[Collected data entries]
+++

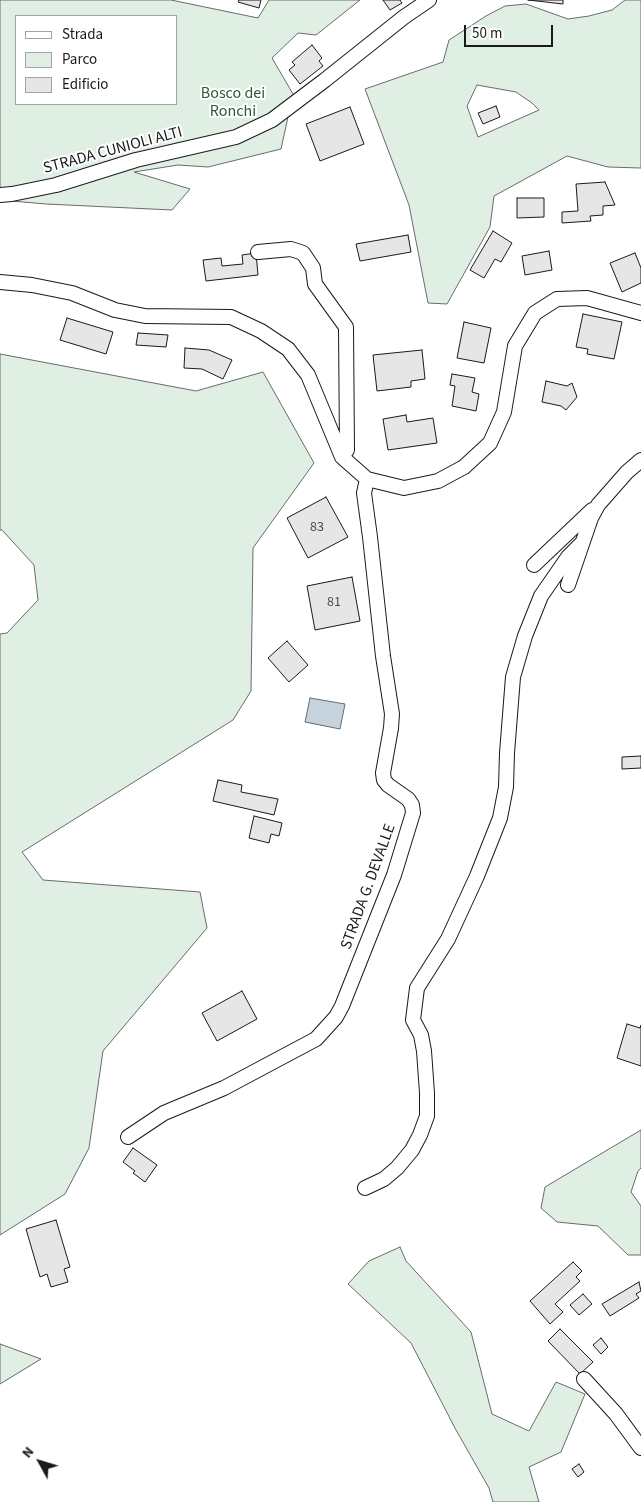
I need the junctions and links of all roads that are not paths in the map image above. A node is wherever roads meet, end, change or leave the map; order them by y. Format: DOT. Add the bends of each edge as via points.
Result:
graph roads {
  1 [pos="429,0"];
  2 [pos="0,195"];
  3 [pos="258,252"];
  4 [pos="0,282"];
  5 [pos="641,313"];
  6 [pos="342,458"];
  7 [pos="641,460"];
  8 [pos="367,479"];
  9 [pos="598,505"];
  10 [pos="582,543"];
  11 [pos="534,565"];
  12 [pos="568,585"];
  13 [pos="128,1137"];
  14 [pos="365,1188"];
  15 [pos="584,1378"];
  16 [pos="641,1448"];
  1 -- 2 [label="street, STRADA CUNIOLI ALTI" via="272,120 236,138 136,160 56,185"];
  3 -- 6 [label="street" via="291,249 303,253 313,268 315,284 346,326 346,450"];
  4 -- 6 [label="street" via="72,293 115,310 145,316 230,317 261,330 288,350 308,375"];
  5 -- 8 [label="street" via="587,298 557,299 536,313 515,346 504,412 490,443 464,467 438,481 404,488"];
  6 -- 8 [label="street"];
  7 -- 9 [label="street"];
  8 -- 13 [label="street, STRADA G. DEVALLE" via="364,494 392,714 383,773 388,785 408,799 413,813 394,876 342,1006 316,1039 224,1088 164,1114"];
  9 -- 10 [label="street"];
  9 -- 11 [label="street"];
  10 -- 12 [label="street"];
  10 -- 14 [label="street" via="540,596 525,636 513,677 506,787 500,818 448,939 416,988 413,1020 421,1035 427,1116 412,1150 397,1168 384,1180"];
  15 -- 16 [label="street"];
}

+++

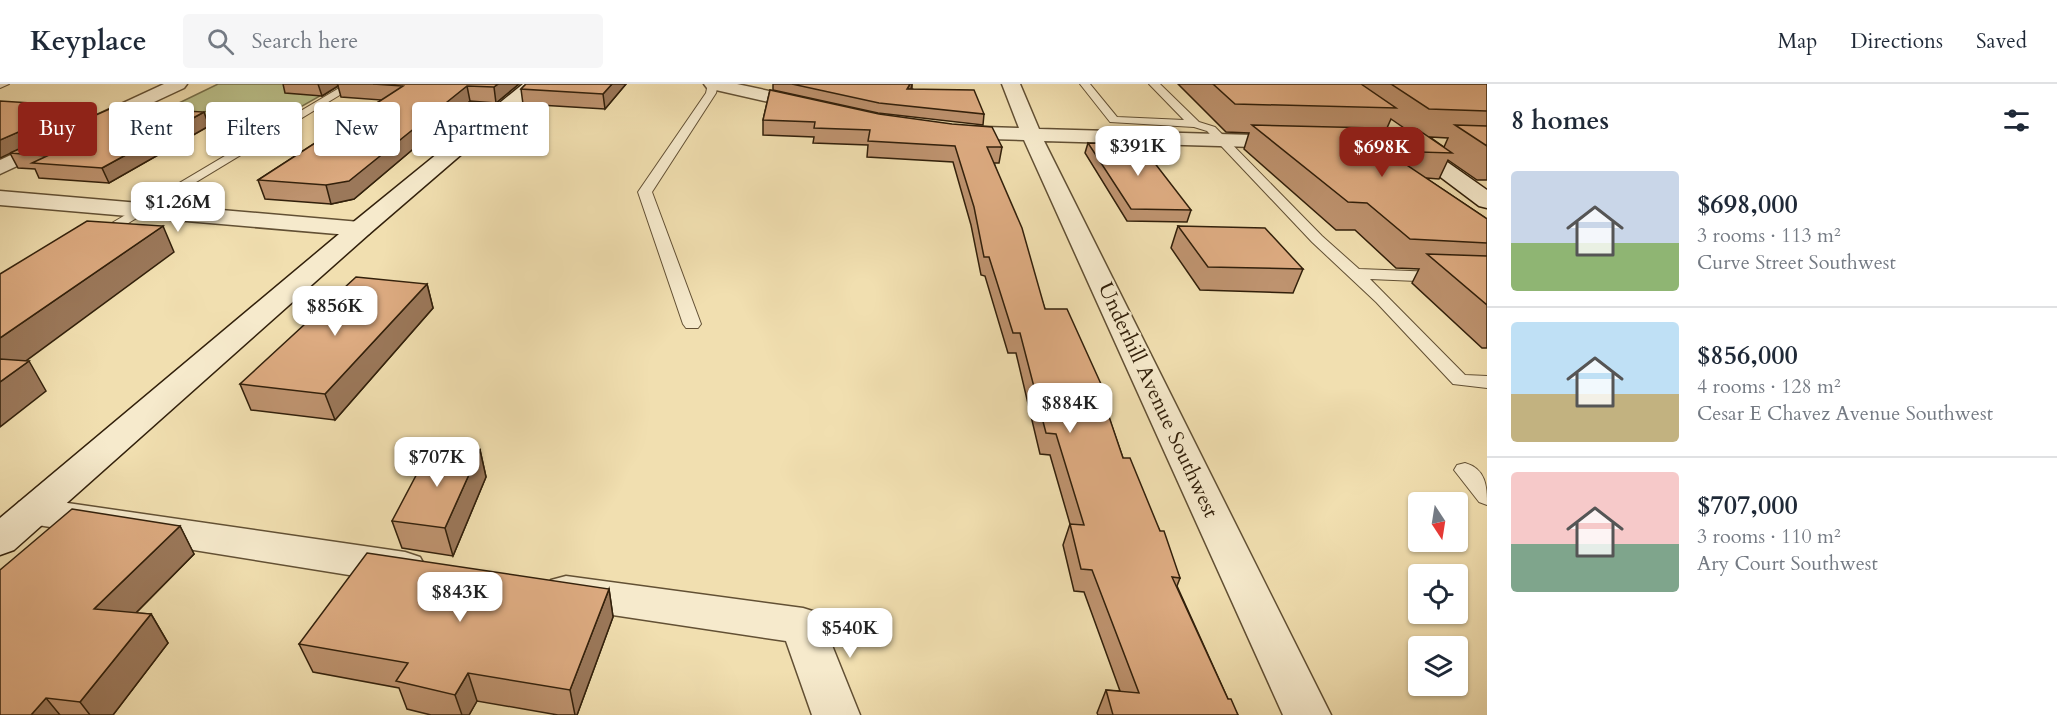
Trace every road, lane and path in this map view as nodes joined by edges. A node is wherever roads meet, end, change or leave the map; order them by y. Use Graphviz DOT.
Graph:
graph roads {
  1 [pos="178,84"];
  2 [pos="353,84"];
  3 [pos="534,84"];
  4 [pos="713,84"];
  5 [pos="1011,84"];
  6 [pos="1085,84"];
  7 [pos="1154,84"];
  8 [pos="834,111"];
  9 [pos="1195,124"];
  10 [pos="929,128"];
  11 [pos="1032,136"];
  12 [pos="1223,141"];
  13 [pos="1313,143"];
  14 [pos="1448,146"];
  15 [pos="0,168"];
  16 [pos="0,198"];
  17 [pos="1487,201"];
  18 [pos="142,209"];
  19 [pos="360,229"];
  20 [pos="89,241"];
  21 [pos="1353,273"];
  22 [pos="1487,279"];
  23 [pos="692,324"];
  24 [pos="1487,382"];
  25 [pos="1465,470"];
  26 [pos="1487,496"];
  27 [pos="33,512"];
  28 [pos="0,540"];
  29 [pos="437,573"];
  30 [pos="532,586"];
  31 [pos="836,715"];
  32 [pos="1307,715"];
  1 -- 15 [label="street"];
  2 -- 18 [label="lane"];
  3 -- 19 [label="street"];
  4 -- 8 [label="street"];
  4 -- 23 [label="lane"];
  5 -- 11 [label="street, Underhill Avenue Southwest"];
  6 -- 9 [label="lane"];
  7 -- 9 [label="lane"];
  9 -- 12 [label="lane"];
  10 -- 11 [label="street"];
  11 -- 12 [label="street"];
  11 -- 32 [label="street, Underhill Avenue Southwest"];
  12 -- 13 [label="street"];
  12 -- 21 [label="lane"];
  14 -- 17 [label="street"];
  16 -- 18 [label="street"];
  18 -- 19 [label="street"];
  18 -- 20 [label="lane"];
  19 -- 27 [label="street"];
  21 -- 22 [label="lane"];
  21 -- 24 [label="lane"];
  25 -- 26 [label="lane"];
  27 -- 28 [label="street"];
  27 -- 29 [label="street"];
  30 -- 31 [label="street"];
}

+++

REQUIRED WORK:
Gather each line from the entries above that includes the word "leave".

RESPONSE BELOW:
I need the junctions and links of all roads that are not paths in the map image above. A node is wherever roads meet, end, change or leave the map; order them by y. Format: DOT. Add the bends of each edge as via points.
Trace every road, lane and path in this map view as nodes joined by edges. A node is wherever roads meet, end, change or leave the map; order them by y. Use Graphviz DOT.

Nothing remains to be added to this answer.